● TASK ITEM
Count the lines holding the string "dead" in the records, and give only the count.
---- ENTRIES SHOWN
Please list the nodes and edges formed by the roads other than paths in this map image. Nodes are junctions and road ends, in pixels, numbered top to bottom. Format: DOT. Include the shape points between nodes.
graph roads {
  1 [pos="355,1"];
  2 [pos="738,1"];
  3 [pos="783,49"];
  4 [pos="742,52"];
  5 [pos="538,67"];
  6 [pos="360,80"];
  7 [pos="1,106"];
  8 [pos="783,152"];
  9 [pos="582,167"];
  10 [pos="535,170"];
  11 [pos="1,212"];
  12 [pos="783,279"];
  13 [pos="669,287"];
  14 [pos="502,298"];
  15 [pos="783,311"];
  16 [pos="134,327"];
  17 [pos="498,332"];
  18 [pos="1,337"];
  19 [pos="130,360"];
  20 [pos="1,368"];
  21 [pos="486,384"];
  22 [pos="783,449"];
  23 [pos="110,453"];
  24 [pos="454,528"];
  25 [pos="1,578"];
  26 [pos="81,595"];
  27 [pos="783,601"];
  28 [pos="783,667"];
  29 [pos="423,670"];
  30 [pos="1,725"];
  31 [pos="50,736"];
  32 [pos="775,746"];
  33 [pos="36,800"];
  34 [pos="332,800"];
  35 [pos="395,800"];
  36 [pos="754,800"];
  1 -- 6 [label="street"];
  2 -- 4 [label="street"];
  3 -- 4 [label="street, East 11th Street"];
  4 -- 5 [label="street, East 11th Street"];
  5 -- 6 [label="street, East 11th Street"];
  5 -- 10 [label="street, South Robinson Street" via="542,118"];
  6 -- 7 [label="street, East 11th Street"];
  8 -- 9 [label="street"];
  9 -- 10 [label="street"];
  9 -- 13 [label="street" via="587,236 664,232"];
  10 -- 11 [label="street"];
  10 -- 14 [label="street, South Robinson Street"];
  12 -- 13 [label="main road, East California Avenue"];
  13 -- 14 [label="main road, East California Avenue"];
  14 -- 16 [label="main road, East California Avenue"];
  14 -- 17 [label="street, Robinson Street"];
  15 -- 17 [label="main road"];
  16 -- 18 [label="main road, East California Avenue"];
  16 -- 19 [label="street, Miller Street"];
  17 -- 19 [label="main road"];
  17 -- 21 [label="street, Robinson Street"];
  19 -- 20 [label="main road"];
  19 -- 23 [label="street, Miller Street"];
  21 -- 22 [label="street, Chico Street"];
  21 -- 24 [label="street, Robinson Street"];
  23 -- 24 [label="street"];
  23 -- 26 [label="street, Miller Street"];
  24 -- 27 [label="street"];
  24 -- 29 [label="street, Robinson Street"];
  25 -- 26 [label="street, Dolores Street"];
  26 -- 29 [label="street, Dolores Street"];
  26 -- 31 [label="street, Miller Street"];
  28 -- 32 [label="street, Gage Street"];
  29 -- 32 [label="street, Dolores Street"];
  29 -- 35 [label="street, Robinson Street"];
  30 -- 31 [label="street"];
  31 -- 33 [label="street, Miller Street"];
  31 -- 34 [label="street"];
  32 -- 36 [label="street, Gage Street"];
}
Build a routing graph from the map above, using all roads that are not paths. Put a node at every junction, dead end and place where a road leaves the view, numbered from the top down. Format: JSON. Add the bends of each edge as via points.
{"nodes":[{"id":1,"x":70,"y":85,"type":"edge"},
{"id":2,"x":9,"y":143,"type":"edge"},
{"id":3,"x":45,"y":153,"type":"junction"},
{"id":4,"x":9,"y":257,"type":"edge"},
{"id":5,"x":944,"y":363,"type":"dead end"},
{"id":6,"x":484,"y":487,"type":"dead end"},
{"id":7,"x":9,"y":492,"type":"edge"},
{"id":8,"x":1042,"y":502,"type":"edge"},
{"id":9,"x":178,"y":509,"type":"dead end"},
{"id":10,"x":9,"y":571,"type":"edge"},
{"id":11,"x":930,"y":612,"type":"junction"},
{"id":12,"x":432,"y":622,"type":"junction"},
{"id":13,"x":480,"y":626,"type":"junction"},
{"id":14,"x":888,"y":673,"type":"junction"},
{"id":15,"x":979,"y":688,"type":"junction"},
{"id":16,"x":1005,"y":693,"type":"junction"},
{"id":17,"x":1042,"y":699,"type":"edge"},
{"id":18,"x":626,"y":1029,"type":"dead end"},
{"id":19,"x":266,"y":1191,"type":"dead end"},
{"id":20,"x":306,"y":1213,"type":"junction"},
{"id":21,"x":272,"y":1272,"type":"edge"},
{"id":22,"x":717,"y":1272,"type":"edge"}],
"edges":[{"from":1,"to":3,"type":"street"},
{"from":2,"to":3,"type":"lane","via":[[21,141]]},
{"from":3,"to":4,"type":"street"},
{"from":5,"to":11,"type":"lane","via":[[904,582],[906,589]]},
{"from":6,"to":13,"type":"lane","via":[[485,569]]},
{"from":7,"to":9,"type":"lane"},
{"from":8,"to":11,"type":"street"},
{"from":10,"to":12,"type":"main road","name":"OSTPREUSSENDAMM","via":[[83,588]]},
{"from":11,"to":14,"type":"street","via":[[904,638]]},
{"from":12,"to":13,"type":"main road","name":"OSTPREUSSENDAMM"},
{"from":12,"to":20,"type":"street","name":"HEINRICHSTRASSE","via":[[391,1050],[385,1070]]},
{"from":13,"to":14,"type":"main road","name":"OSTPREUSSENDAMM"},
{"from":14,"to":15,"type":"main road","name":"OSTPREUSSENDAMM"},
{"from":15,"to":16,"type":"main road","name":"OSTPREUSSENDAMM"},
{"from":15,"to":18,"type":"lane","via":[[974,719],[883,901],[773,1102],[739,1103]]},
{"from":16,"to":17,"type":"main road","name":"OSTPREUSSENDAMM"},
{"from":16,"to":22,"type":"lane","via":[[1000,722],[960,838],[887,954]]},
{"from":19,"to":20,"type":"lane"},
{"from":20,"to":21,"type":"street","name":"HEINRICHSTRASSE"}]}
--------
● RESPONSE
6